Not too long ago I saw a post that challenged the reader to reflect on personal experiences and identify when/how they developed the relationship with food that they have. I decided to play along, because it sounded like a good exercise to help me better understand myself. The first recollection I had from my own life was about donuts (hence the dad joke of a title). I used to eat donuts all the time, donut holes were my favorite, but I loved all the kinds. Then one day I heard that “you have to run 3 miles to burn off one donut”......and I have never looked at a donut the same way. I honestly don’t know that I can say I’ve eaten a whole donut since then. I also somehow learned that one donut hole has 52 calories, so you can bet I put those on my list of foods I wouldn’t be touching.  

Did I stop eating donuts because I all of a sudden didn’t enjoy the way they tasted? Absolutely not. I stopped eating them because I now viewed them as a “bad” food, and they were off limits to me in every form of dough. I’d love to say that I eat donuts guilt free now, that I even have them for breakfast, and I don’t get anxiety when someone talks about them. But that would all be a lie. The difference is that now I am aware of how and why I feel the way I do about them, and I don’t fear them as much as I used to. I wish that I were able to eat a whole donut right now and not think about it for the rest of the day, but that’s not where I am currently at. Hopefully one day I’ll be able to eat a dozen donut holes with the same joy that I used to feel when my sister and I would eat them, while my mom forced us to go to garage sales on Saturday mornings. 
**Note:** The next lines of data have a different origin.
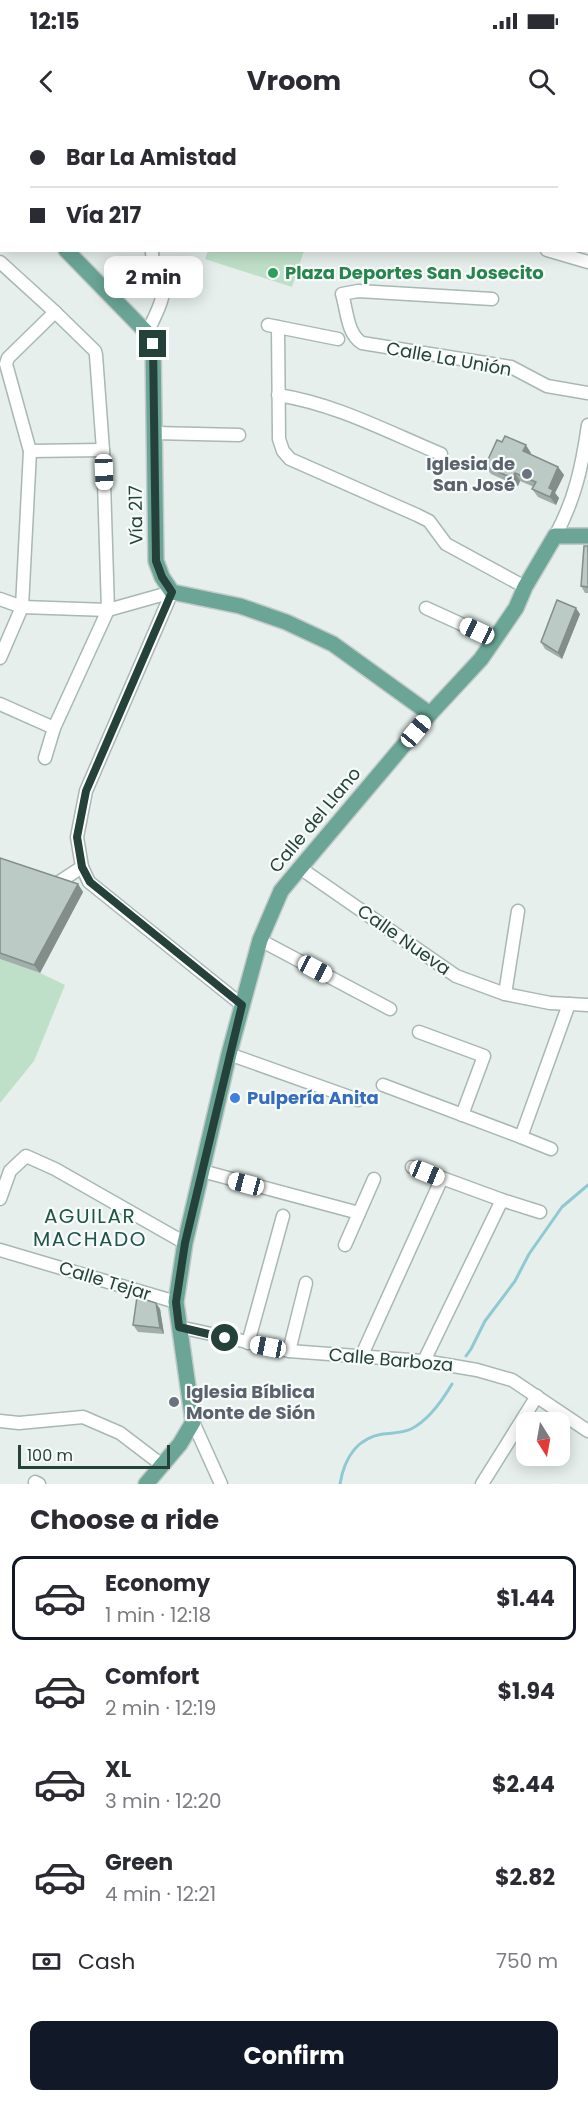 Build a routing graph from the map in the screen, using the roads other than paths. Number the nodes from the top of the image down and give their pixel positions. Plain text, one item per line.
1 (68, 252) edge
2 (152, 252) edge
3 (554, 252) edge
4 (0, 262) edge
5 (588, 262) edge
6 (492, 299) dead end
7 (55, 312) junction
8 (147, 333) junction
9 (338, 339) dead end
10 (588, 393) edge
11 (278, 395) junction
12 (588, 425) edge
13 (155, 433) junction
14 (239, 435) dead end
15 (103, 450) junction
16 (30, 451) junction
17 (441, 454) dead end
18 (555, 536) junction
19 (588, 536) edge
20 (525, 587) junction
21 (172, 592) junction
22 (0, 599) edge
23 (22, 607) junction
24 (426, 608) dead end
25 (108, 610) junction
26 (494, 639) junction
27 (0, 658) edge
28 (0, 704) edge
29 (430, 714) junction
30 (54, 728) junction
31 (45, 758) dead end
32 (82, 867) junction
33 (300, 868) junction
34 (36, 900) edge
35 (518, 910) dead end
36 (260, 940) junction
37 (506, 994) junction
38 (569, 1004) junction
39 (242, 1005) junction
40 (588, 1005) edge
41 (390, 1009) dead end
42 (419, 1032) dead end
43 (229, 1054) junction
44 (383, 1085) dead end
45 (358, 1100) dead end
46 (462, 1115) junction
47 (521, 1137) junction
48 (551, 1149) dead end
49 (412, 1167) dead end
50 (202, 1172) junction
51 (442, 1178) junction
52 (374, 1179) dead end
53 (0, 1199) edge
54 (502, 1200) junction
55 (540, 1212) dead end
56 (359, 1213) junction
57 (283, 1216) dead end
58 (185, 1243) junction
59 (345, 1245) dead end
60 (0, 1250) edge
61 (306, 1283) dead end
62 (176, 1302) junction
63 (179, 1327) junction
64 (248, 1343) junction
65 (289, 1352) junction
66 (361, 1357) junction
67 (424, 1361) junction
68 (537, 1395) junction
69 (0, 1421) edge
70 (193, 1422) junction
71 (588, 1431) edge
72 (162, 1465) junction
73 (146, 1484) edge
74 (221, 1484) edge
75 (482, 1484) edge

1 - 8 main road
2 - 8 street
3 - 5 street
4 - 7 street
6 - 10 street, Calle La Unión
7 - 15 street
7 - 16 street
8 - 13 main road, Vía 217
9 - 11 street
11 - 17 street
11 - 20 street
12 - 18 street
13 - 14 street
13 - 21 main road, Vía 217
15 - 16 street
15 - 25 street
16 - 23 street
18 - 19 main road
18 - 20 main road, Calle del Llano
20 - 26 main road, Calle del Llano
21 - 25 street
21 - 29 main road
21 - 32 street
22 - 23 street
23 - 25 street
23 - 27 street
24 - 26 street
25 - 30 street
26 - 29 main road, Calle del Llano
28 - 30 street
29 - 33 main road, Calle del Llano
30 - 31 street
32 - 34 street
32 - 39 street
33 - 36 main road, Calle del Llano
33 - 37 street, Calle Nueva
35 - 37 street
36 - 39 main road, Calle del Llano
36 - 41 street
37 - 38 street, Calle Nueva
38 - 40 street, Calle Nueva
38 - 47 street
39 - 43 main road, Calle del Llano
42 - 46 street
43 - 45 street
43 - 50 main road, Calle del Llano
44 - 46 street
46 - 47 street
47 - 48 street
49 - 51 street
50 - 56 street
50 - 58 main road, Calle del Llano
51 - 54 street
51 - 66 street
52 - 56 street
53 - 58 street
54 - 55 street
54 - 67 street
56 - 59 street
57 - 64 street
58 - 62 main road, Calle del Llano
60 - 62 street, Calle Tejar
61 - 65 street
62 - 63 main road, Calle del Llano
63 - 64 street, Calle Barboza
63 - 70 main road, Calle del Llano
64 - 65 street, Calle Barboza
65 - 66 street, Calle Barboza
66 - 67 street, Calle Barboza
67 - 68 street, Calle Barboza
68 - 71 street, Calle Barboza
68 - 75 street
69 - 72 street
70 - 72 main road
70 - 74 street
72 - 73 main road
There are other foods that are on my hit list, and I have genuinely talked myself into thinking I don’t like these foods. If I am craving one of these items, I will overthink it and end up talking myself out of it, which only makes me want it even more. Throughout my life I have engrained the nutritional value of certain foods into by head, and it takes up so much space in my brain that I would like to use for other things, but I cannot seem to free up. I don’t want to know these silly numbers and think about them every time I make a food related decision, but it’s like I can’t turn it off. Restricting foods can eventually end in a binge once I do get ahold of these foods, and it ends up worse for me mentally than if I would have simply allowed myself to eat it to begin with. It’s a vicious cycle.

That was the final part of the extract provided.